Il 2007 si è chiuso con la pubblicazione di un saggio fondamentale su Strauss del musicologo Mario Bortolotto; se ne sta progettando la traduzione in varie lingue. Nel 2008 nelle buche d’orchestra di molti teatri italiani risuonano le note di Richard Strauss. A Genova è stato ripresa, con successo, l’edizione de “Il cavaliere della rosa” di una dozzina di anni fa, vista anche a Palermo nel 1998 ed alla Scala nel 2003. A Torino è andato in scena un nuovo allestimento di “Salome” (con la regia di Robert Carsen e la bacchetta di Gianandrea Noseda) mentre l’opera di Belgrado ne porta una propria produzione a Ravenna, Rovigo ed altri teatri “di tradizione”. La lussuriosa principessa è anche in programma allo Sferisterio di Macerata. Una discussa edizione del lavoro (con regia di Giorgio Albertazzi) – si ricorderà – ha inaugurato la stagione 2007 del Teatro dell’Opera di Roma. Quasi in contemporanea, nell’arco di un mese, il Teatro del Maggio Musicale Fiorentino e La Fenice di Venezia mettono in scena due allestimenti importanti di “Elektra”. Infine, “Il cavaliere della rosa” (considerata, a ragione, come la più importante commedia in musica del Novecento) approda in autunno a Roma; manca della capitale da oltre 60 anni- se ne ricorda un’edizione per alcune sere soltanto, importata da Monaco di Baviera quando eravamo alleati con i tedeschi. Quindi il 2008 è una larga intesa teatrale a favore di Richard Strauss.
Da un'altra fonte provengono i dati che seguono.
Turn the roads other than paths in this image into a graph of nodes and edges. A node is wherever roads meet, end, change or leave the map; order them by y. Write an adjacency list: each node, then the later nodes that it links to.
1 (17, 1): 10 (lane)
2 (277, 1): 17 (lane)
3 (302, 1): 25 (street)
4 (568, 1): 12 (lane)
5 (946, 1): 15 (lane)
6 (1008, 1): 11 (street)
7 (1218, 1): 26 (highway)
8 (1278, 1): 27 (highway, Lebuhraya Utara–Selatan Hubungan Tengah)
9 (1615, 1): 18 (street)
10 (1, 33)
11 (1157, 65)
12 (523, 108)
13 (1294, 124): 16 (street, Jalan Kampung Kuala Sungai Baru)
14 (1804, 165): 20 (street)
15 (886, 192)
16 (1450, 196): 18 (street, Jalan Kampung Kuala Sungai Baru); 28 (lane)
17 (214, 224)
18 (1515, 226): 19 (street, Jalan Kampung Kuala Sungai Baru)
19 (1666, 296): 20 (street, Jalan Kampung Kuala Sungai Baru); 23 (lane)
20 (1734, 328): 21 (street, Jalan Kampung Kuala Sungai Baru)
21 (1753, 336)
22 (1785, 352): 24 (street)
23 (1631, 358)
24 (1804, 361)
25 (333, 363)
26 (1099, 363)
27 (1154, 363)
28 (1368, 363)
Buono , soprattutto grazie alla bacchetta di Fabio Luisi, “Il cavaliere” ripreso a Genova in un’edizione scenica garbata di Pier Luigi Pizzi. Al Regio di Torino, “Salomé” non si toglie i veli ma sette anziani guardoni restano nudi; di impianto tradizionale la produzione serba. “Elektra” è il primo dei sette capolavori del binomio Richard Strauss- Hugo von Hofmannsthal; nel capoluogo toscano la messainscena vede una nuova coproduzione di Robert Carsen (con il Teatro Nomori di Tokio) ed a Venezia sale sul palco quella di Klaus Michael Gruber che inaugurò nel dicembre 2003 la stagione del San Carlo.
Il fascino di “Elektra” è nel prodigio di complementarità e di contrasto tra il testo di Hofmannsthal e la partitura di Strauss; circolare il primo (con il proprio epicentro nel confronto-scontro tra Elektra e Klytämnestra); vettoriale il secondo sino all’orgia sonora in do maggiore del finale. L’edizione fiorentina (su cui ci soffermiamo data l’importanza dell’allestimento e della direzione musicale di Seji Ozawa) mostra come sia l’azione sia la musica abbiano una struttura ad ellisse; un’introduzione quasi contrappuntistica (il dialogo delle ancelle per preparare al monologo di Elektra) si snoda in una vasta parte centrale in cui il confronto tra Elektra e Klytämnestra (colmo di disperazione) è inserito tra due altri confronti – quelli tra Elektra e Chrysothemis (rispettivamente sul significato della vita e sul valore della vendetta); in tutta questa parte centrale si sovrappongono due tonalità musicali molto differenti per unificarsi dalla scena del ritorno di Orest e del duplice assassinio e predisporre, quindi, il do maggiore della danza macabra finale. La Reggia dei Atridi a Micene è composta di tre mura grigie che racchiudono il palcoscenico. In questo clima tra il claustrofobico e l’ossessivo, Elektra, Christothemis , lo loro ancelle sono in scarne tuniche nere, Orest ed il suo precettore in grigio, Klytämnestra e Augestih in bianco (le scene di Michael Levine, costumi di Vasul Matuz, luci di Peter van Praet). La tragedia si svolge serrata tanto più che Ozawa legge la partitura dandole una concezione lirica, soffermandosi sulle sofferenza dei personaggi e facendo esprimere dall’orchestra un fasto di colori , ascoltato solo in recenti esecuzioni di Abbado. Tutte di gran livello di voci. Notissime nel ruolo Agnes Balsta ( Klytämnestra) e Susan Bullock (Elektra), la vera scoperta, per il pubblico italiano, è la straordinaria Chrysothemis di Christine Goerke.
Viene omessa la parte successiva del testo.